(Limb landmark coordinates)
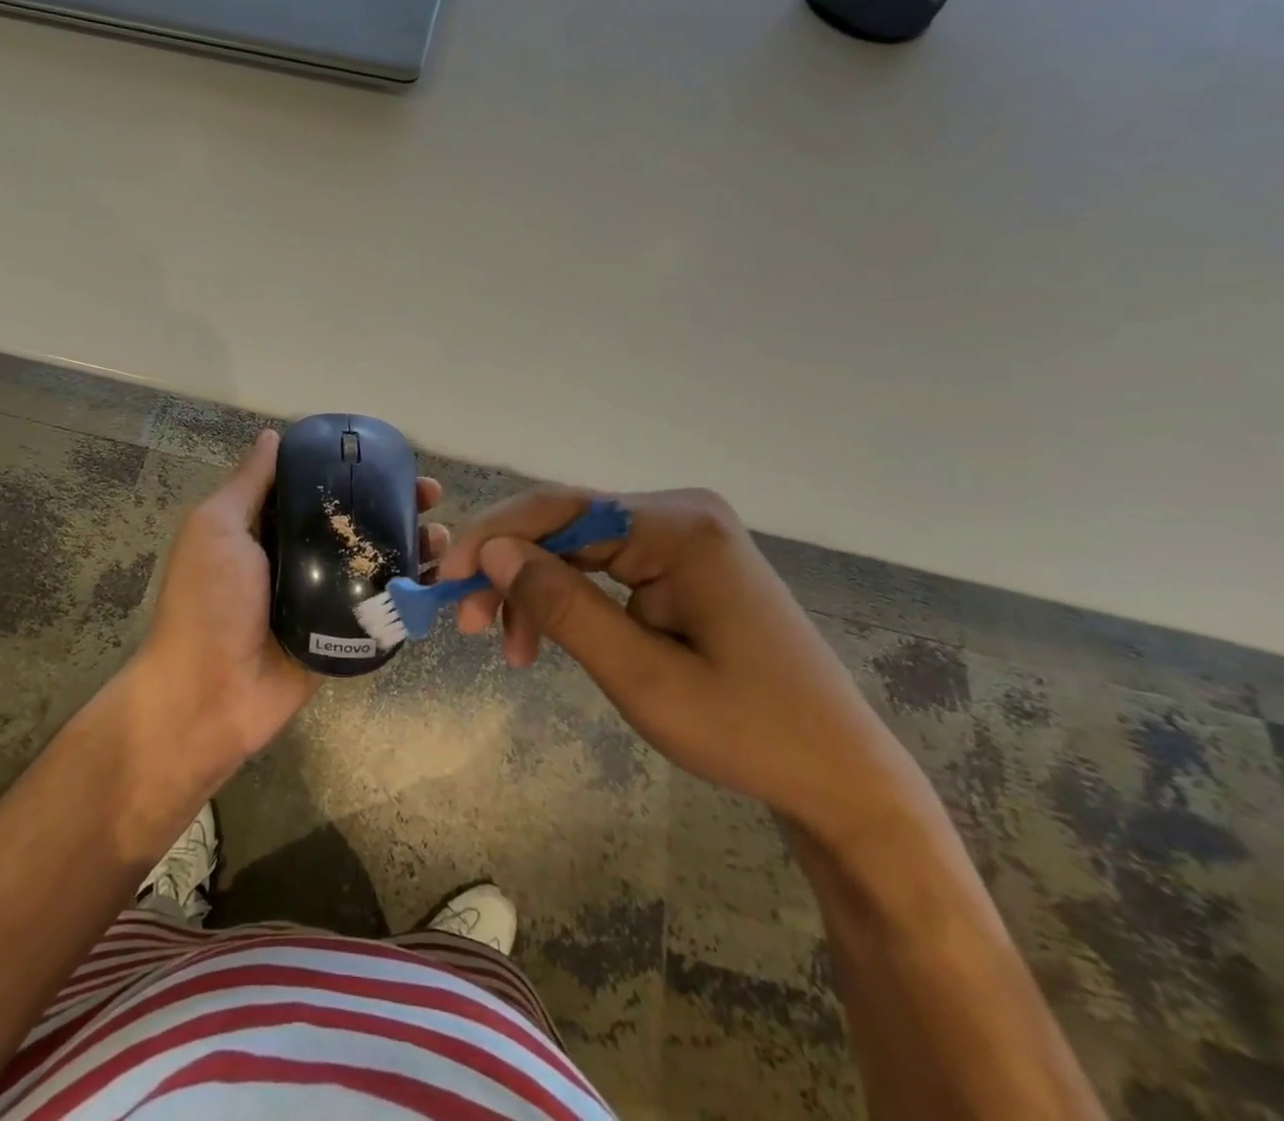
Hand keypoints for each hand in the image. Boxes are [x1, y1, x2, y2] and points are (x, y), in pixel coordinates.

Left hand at [132, 430, 447, 782]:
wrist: (208, 697)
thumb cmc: (207, 603)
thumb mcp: (216, 529)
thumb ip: (248, 485)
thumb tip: (272, 436)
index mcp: (266, 529)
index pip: (317, 488)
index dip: (352, 471)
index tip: (390, 459)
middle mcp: (297, 557)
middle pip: (354, 522)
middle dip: (394, 505)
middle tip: (429, 496)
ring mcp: (322, 597)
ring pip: (374, 561)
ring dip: (410, 544)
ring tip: (439, 536)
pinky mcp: (341, 633)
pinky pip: (380, 605)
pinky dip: (408, 589)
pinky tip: (435, 577)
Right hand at [439, 487, 933, 849]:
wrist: (840, 777)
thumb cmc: (746, 732)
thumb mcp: (641, 676)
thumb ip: (562, 606)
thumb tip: (491, 550)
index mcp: (679, 526)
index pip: (561, 509)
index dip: (494, 538)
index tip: (445, 579)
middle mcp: (680, 514)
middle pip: (566, 526)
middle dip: (511, 572)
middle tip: (470, 625)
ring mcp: (683, 537)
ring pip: (578, 548)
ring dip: (535, 592)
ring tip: (510, 649)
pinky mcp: (683, 564)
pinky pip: (604, 568)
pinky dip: (568, 601)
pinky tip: (547, 638)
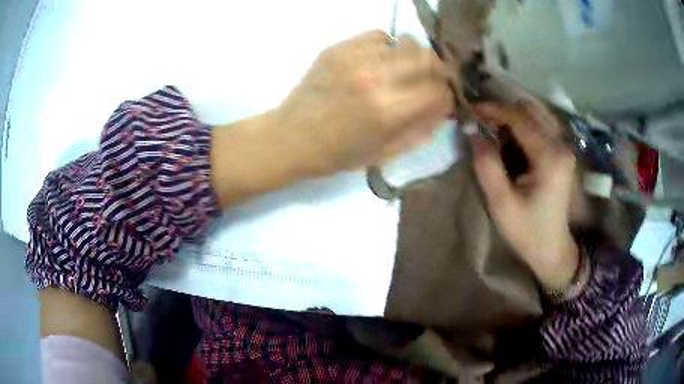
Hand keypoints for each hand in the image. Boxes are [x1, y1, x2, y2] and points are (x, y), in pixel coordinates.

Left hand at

What you are asked to do: Lines from the one that contains "pinky mcp: (683, 564)" through the last line of the data above are to be extracted exactly, with no pictures and no other lines.

Final answer:
pinky mcp: (683, 564)
pinky pip: (604, 568)
pinky dip: (568, 601)
pinky tip: (547, 638)
Hand keypoints for each hand in the image. Boxes are [x1, y1, x2, y2] and points are (x, y), in pixel coordinates.

Left hand at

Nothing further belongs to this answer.